El barrio lo envidia: el jugador profesional se ha salvado de la fábrica o de la oficina, le pagan por divertirse, se sacó la lotería. Y aunque tenga que sudar como una regadera, sin derecho a cansarse ni a equivocarse, él sale en los diarios y en la tele, las radios dicen su nombre, las mujeres suspiran por él y los niños quieren imitarlo. Pero él, que había empezado jugando por el placer de jugar, en las calles de tierra de los suburbios, ahora juega en los estadios por el deber de trabajar y tiene la obligación de ganar o ganar.

Los empresarios lo compran, lo venden, lo prestan; y él se deja llevar a cambio de la promesa de más fama y más dinero. Cuanto más éxito tiene, y más dinero gana, más preso está. Sometido a disciplina militar, sufre cada día el castigo de los entrenamientos feroces y se somete a los bombardeos de analgésicos y las infiltraciones de cortisona que olvidan el dolor y mienten la salud. Y en las vísperas de los partidos importantes, lo encierran en un campo de concentración donde cumple trabajos forzados, come comidas bobas, se emborracha con agua y duerme solo.

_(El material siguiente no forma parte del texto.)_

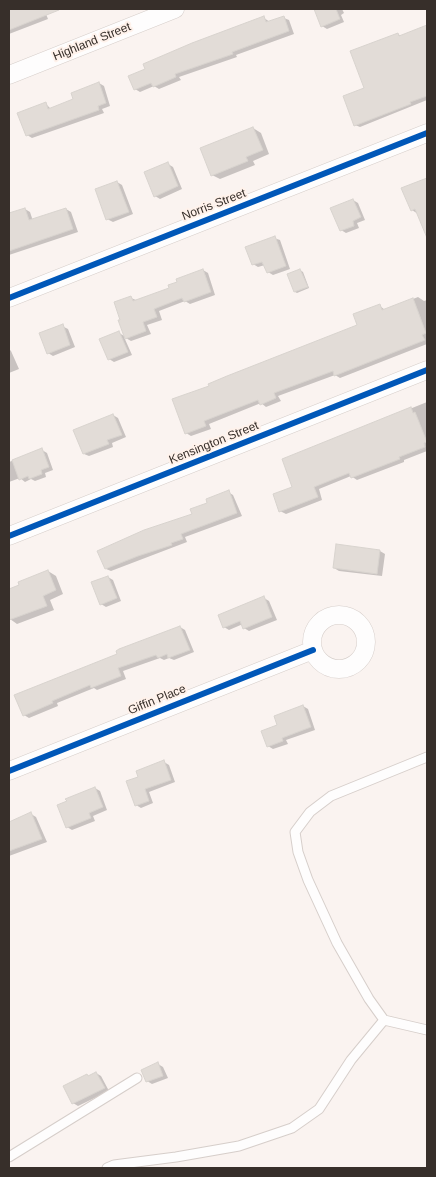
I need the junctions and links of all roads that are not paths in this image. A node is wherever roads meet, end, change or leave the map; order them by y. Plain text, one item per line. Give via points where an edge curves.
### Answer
1 (175, 9) edge
2 (9, 75) edge
3 (427, 134) edge
4 (9, 298) edge
5 (427, 370) edge
6 (9, 536) edge
7 (313, 650) dead end
8 (427, 757) edge
9 (9, 770) edge
10 (384, 1020) junction
11 (427, 1030) edge
12 (137, 1078) dead end
13 (9, 1157) edge
14 (107, 1168) edge

1 - 2 street, Highland Street
3 - 4 street, Norris Street
5 - 6 street, Kensington Street
7 - 9 street, Giffin Place
8 - 10 lane via 330,796 310,812 295,832 308,880 329,925
10 - 11 lane
10 - 14 lane via 351,1060 319,1109 292,1128 239,1146
12 - 13 lane

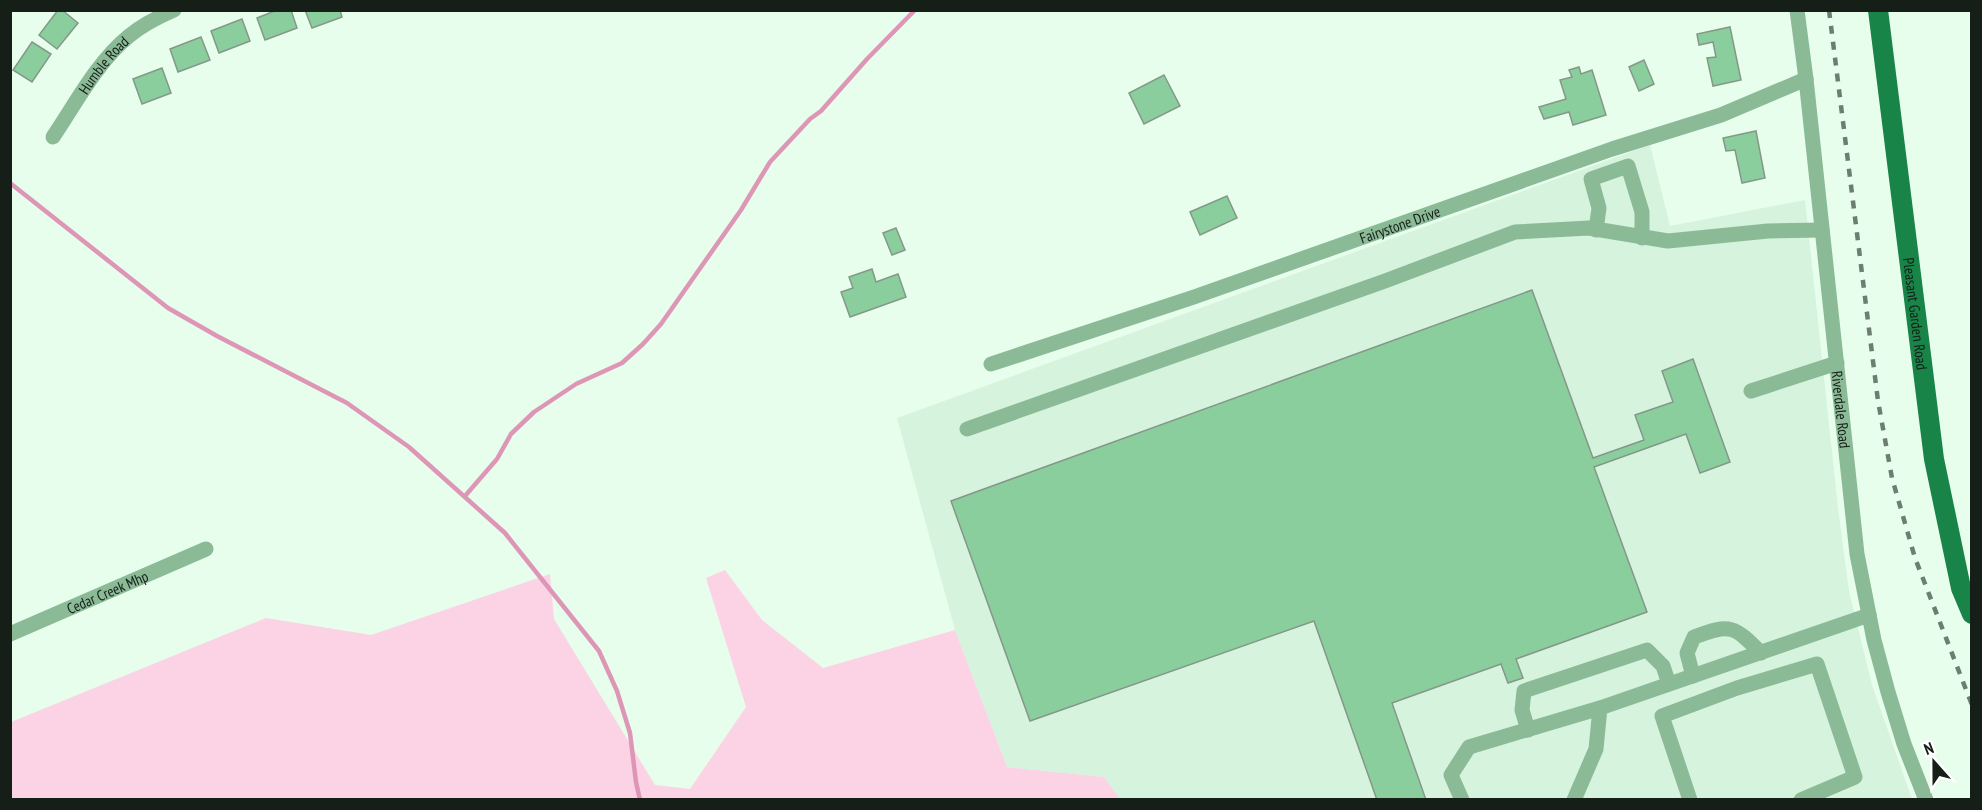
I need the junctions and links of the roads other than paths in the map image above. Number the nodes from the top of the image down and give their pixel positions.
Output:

En los otros oficios humanos, el ocaso llega con la vejez, pero el jugador de fútbol puede ser viejo a los treinta años. Los músculos se cansan temprano:

-Éste no hace un gol ni con la cancha en bajada.

-¿Éste? Ni aunque le aten las manos al arquero.

O antes de los treinta, si un pelotazo lo desmaya de mala manera, o la mala suerte le revienta un músculo, o una patada le rompe un hueso de esos que no tienen arreglo.

Y algún mal día el jugador descubre que se ha jugado la vida a una sola baraja y que el dinero se ha volado y la fama también. La fama, señora fugaz, no le ha dejado ni una cartita de consuelo.

Eduardo Galeano – “El fútbol a sol y a sombra”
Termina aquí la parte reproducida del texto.